La chanteuse française Zaho de Sagazan sur la scène Vega du Paléo Festival de Nyon, le 24 juillet 2024. [Paléo 2024 - Anne Colliard]
La chanteuse française Zaho de Sagazan sur la scène Vega du Paléo Festival de Nyon, le 24 juillet 2024. - [Paléo 2024 - Anne Colliard]
Les chanteuses françaises Clara Ysé et Zaho de Sagazan se sont produites mercredi soir au Paléo Festival de Nyon. Ces deux voix féminines qui s'inscrivent dans l'héritage de Barbara frappent par leur singularité et leur contemporanéité musicales, avec l'amour et ses désillusions en toile de fond textuelle.

Dans le sillage de Raphaële Lannadère (L) et de Zaho de Sagazan, Clara Ysé est l'une des dernières arrivées remarquées parmi les héritières de la théâtrale Barbara au sein de la chanson francophone.
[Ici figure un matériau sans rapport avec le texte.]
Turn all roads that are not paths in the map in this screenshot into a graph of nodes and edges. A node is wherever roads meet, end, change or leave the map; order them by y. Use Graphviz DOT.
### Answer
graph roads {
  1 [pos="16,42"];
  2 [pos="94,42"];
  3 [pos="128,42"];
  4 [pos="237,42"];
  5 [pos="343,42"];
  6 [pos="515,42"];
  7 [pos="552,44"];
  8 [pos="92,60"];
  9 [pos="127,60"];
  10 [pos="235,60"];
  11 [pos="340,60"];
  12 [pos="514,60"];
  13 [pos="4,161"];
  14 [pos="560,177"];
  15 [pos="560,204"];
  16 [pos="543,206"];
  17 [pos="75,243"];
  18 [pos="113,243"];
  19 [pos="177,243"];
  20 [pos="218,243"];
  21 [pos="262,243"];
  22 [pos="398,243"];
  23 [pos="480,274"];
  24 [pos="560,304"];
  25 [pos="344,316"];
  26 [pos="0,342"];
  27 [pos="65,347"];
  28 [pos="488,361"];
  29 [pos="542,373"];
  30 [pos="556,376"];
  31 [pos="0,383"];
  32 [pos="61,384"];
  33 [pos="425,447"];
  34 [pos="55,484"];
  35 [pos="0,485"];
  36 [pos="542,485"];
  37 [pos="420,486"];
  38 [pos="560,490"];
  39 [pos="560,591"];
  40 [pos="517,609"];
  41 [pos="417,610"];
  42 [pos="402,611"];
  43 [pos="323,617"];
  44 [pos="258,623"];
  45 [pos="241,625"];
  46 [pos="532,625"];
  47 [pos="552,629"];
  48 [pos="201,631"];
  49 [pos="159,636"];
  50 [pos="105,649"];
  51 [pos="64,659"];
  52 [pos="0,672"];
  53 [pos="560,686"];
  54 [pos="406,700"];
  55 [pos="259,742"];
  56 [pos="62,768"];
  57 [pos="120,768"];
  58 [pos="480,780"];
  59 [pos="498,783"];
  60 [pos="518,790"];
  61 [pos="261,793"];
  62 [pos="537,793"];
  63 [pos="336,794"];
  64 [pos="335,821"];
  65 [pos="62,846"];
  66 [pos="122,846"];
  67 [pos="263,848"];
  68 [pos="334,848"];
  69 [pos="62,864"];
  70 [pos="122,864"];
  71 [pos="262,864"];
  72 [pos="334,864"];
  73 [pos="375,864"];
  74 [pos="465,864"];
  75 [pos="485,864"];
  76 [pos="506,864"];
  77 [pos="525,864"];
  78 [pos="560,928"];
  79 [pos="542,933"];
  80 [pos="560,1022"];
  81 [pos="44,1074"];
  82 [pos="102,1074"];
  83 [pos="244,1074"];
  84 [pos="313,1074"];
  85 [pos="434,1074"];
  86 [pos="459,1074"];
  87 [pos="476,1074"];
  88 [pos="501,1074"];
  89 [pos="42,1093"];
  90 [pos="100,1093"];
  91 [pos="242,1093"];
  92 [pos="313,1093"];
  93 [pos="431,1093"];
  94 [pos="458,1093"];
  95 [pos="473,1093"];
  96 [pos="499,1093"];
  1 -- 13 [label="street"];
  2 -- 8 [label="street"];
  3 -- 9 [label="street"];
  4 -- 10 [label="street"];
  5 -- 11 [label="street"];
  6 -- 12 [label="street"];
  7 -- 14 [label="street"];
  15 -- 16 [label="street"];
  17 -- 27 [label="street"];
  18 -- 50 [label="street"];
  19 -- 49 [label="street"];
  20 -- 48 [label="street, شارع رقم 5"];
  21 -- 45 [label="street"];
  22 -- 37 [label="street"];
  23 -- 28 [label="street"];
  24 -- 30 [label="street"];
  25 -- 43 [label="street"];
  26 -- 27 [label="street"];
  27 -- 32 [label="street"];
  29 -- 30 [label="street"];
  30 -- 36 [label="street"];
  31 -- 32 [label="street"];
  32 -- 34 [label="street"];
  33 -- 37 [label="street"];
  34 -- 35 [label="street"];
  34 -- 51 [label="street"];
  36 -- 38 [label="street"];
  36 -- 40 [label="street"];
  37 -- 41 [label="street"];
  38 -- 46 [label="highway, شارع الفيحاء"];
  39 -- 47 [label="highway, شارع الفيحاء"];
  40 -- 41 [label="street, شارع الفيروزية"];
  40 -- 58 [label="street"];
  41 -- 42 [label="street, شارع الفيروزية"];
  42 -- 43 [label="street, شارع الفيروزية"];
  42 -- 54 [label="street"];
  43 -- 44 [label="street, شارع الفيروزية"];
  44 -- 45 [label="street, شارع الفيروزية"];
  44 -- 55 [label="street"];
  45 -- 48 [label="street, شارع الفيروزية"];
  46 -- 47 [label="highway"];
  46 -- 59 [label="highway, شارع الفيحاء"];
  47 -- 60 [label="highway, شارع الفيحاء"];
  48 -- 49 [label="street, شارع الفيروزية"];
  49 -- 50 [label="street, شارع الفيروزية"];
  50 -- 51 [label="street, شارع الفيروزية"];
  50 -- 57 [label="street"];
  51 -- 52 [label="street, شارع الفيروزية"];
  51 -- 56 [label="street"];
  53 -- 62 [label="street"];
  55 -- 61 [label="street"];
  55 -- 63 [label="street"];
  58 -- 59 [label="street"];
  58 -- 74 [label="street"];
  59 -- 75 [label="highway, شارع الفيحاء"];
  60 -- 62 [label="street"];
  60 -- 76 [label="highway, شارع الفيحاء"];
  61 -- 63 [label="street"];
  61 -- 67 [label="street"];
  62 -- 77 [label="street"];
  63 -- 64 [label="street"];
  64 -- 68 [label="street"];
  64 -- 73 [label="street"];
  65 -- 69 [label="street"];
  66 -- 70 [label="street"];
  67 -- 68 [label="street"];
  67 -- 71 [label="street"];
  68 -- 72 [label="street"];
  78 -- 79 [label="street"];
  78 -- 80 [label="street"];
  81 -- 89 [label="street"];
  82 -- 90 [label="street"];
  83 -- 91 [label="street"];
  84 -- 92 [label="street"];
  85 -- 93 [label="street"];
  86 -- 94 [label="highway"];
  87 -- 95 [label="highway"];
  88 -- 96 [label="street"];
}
Voix singulière très expressionniste, elle a cette capacité à évoquer l'intime avec une poétique textuelle finement ciselée.

Mercredi soir au Paléo, le Club Tent est rapidement tombé sous le charme de la chanteuse qui est aussi romancière et poétesse et du répertoire sentimental de son premier album "Oceano Nox" paru en 2023. "Parle-moi un peu peu d'amour", chante-t-elle d'ailleurs d'emblée.

Si sur scène, la force de ses mots qui racontent avec et sans détour la passion amoureuse, mais aussi la violence des sentiments ou la colère, perdent parfois en puissance en raison d'orchestrations trop atmosphériques et diffuses, le charisme vocal de Clara Ysé parvient à recentrer le débat et les ébats que dépeignent ses chansons.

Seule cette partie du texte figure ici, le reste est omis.